(Stored data)
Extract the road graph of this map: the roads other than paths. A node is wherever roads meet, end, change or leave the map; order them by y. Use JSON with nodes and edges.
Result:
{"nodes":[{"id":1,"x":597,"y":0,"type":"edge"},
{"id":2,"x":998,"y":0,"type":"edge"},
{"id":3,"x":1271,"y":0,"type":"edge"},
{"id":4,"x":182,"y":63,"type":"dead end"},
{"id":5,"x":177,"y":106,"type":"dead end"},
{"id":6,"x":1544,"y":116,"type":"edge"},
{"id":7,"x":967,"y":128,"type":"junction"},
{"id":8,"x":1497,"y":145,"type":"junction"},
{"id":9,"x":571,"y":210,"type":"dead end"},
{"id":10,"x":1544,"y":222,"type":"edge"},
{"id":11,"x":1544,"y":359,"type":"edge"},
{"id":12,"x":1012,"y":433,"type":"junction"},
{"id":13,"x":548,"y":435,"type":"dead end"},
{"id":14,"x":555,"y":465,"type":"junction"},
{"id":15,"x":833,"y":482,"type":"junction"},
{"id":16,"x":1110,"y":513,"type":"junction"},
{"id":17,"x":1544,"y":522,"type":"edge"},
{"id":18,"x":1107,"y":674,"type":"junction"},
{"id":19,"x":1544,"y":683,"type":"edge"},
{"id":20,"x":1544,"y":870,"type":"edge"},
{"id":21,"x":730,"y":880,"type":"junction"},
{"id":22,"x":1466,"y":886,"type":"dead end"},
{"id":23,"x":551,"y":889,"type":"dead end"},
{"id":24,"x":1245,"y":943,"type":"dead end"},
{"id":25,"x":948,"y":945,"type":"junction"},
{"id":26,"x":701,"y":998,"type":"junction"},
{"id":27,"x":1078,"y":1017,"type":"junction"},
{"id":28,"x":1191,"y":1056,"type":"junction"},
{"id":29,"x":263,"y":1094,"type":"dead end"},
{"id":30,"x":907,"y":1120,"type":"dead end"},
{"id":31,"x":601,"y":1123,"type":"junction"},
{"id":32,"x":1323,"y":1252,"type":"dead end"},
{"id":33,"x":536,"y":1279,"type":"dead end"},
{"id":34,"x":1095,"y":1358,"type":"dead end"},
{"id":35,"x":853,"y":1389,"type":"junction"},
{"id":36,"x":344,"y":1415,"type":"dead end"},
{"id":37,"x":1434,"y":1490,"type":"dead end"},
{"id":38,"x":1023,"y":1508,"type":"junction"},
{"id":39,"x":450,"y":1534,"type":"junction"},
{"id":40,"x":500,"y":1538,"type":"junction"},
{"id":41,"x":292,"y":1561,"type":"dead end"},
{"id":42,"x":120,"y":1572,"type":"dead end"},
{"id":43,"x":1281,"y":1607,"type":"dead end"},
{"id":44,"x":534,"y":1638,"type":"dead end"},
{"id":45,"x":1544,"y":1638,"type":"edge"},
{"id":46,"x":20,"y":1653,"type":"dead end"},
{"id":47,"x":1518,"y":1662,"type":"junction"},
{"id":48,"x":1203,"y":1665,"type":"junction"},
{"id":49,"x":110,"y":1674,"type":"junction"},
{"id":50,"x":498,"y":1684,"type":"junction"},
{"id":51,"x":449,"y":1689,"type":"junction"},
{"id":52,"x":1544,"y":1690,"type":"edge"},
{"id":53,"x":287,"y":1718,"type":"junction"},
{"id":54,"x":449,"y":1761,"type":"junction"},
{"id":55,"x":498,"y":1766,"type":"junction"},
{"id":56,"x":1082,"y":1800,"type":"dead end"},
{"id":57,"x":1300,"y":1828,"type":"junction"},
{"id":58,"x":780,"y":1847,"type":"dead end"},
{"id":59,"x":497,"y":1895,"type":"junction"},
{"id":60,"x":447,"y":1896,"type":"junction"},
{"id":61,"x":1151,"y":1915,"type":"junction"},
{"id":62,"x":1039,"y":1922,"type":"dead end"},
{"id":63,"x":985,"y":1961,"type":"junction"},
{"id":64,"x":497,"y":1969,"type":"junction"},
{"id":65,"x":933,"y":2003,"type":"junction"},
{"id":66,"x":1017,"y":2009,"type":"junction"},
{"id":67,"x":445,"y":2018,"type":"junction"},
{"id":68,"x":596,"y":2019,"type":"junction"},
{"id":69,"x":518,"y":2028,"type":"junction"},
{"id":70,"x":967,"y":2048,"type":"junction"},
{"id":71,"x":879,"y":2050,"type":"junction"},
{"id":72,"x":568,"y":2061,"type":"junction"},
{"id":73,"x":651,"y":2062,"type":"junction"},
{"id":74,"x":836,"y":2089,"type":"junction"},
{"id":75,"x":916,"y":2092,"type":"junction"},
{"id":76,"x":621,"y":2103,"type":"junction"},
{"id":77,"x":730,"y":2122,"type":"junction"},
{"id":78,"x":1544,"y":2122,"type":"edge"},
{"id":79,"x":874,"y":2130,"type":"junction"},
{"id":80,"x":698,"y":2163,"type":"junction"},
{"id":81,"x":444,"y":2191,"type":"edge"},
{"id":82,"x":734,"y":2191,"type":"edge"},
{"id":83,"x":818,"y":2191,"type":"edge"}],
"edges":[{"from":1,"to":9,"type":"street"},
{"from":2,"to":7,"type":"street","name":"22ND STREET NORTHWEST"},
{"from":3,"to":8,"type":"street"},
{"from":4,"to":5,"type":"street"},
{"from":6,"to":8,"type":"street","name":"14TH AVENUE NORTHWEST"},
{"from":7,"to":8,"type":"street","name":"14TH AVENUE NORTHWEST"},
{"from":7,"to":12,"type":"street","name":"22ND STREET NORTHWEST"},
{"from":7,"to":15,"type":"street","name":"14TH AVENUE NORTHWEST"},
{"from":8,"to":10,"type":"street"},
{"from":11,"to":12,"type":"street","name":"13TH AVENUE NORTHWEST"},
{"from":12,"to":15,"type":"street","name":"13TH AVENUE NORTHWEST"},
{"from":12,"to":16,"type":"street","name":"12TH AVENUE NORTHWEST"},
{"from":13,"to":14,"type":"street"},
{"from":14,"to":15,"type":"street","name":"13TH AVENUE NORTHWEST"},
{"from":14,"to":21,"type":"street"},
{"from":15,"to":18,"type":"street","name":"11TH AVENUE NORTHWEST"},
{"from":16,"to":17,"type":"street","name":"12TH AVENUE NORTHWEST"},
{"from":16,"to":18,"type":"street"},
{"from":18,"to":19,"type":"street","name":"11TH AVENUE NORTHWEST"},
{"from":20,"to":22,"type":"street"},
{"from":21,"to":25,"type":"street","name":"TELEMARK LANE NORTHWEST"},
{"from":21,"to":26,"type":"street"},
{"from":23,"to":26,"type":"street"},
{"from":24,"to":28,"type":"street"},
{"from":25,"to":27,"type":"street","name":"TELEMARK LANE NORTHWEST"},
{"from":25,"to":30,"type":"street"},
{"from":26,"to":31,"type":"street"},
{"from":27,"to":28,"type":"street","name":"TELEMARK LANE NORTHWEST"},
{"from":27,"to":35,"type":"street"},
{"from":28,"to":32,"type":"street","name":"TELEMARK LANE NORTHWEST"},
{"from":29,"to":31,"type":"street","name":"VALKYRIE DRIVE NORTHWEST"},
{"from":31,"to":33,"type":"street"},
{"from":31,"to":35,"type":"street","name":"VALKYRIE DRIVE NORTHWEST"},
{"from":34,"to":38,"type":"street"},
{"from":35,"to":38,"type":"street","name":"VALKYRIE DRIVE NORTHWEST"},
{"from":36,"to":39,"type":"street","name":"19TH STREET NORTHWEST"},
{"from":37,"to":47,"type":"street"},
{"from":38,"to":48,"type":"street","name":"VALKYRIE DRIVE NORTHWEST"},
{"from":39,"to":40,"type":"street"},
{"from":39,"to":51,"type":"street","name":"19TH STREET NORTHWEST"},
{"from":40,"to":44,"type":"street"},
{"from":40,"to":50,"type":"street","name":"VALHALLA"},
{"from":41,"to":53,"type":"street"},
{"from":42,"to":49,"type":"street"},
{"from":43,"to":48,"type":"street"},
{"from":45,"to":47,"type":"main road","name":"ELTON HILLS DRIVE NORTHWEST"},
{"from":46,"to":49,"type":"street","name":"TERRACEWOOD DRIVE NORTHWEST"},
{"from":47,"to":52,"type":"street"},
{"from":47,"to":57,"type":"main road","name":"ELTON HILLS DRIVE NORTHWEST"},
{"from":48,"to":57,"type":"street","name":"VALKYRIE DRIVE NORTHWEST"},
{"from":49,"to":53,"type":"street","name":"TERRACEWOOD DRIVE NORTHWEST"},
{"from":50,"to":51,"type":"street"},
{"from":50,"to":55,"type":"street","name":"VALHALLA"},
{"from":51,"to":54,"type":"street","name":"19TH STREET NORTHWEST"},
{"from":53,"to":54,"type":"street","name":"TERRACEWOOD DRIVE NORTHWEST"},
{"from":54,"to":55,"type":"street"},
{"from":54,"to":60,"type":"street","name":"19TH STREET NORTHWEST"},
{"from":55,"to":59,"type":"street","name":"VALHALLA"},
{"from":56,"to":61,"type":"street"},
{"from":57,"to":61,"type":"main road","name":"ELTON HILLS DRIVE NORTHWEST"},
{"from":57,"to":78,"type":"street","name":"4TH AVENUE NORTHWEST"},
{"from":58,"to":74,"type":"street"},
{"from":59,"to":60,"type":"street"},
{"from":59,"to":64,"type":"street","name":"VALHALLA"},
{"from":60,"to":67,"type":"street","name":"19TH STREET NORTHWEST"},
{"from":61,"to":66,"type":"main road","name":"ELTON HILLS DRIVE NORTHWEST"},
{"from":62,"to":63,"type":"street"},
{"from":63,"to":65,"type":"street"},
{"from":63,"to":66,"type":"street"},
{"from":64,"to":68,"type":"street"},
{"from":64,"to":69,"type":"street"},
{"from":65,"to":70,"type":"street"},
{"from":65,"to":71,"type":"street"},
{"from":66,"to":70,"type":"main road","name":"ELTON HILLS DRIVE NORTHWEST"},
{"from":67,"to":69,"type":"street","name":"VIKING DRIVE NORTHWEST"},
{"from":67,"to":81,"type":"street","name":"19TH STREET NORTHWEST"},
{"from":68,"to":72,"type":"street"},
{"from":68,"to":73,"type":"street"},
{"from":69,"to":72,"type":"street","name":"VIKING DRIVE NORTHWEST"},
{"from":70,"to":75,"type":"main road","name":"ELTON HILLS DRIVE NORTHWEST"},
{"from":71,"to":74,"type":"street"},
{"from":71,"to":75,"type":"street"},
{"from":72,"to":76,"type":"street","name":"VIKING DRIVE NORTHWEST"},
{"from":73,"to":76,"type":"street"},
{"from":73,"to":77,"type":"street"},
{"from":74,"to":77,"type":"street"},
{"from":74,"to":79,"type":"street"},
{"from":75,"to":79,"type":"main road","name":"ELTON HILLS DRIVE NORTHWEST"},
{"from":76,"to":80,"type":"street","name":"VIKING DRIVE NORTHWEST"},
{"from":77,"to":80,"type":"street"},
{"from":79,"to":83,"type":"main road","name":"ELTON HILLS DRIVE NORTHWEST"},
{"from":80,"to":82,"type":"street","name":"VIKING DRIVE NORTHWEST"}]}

● **WHAT TO PRODUCE**:
Go through the lines above and count those that include "VALHALLA"; give the total and nothing more.

● **FINISHED TASK**:
4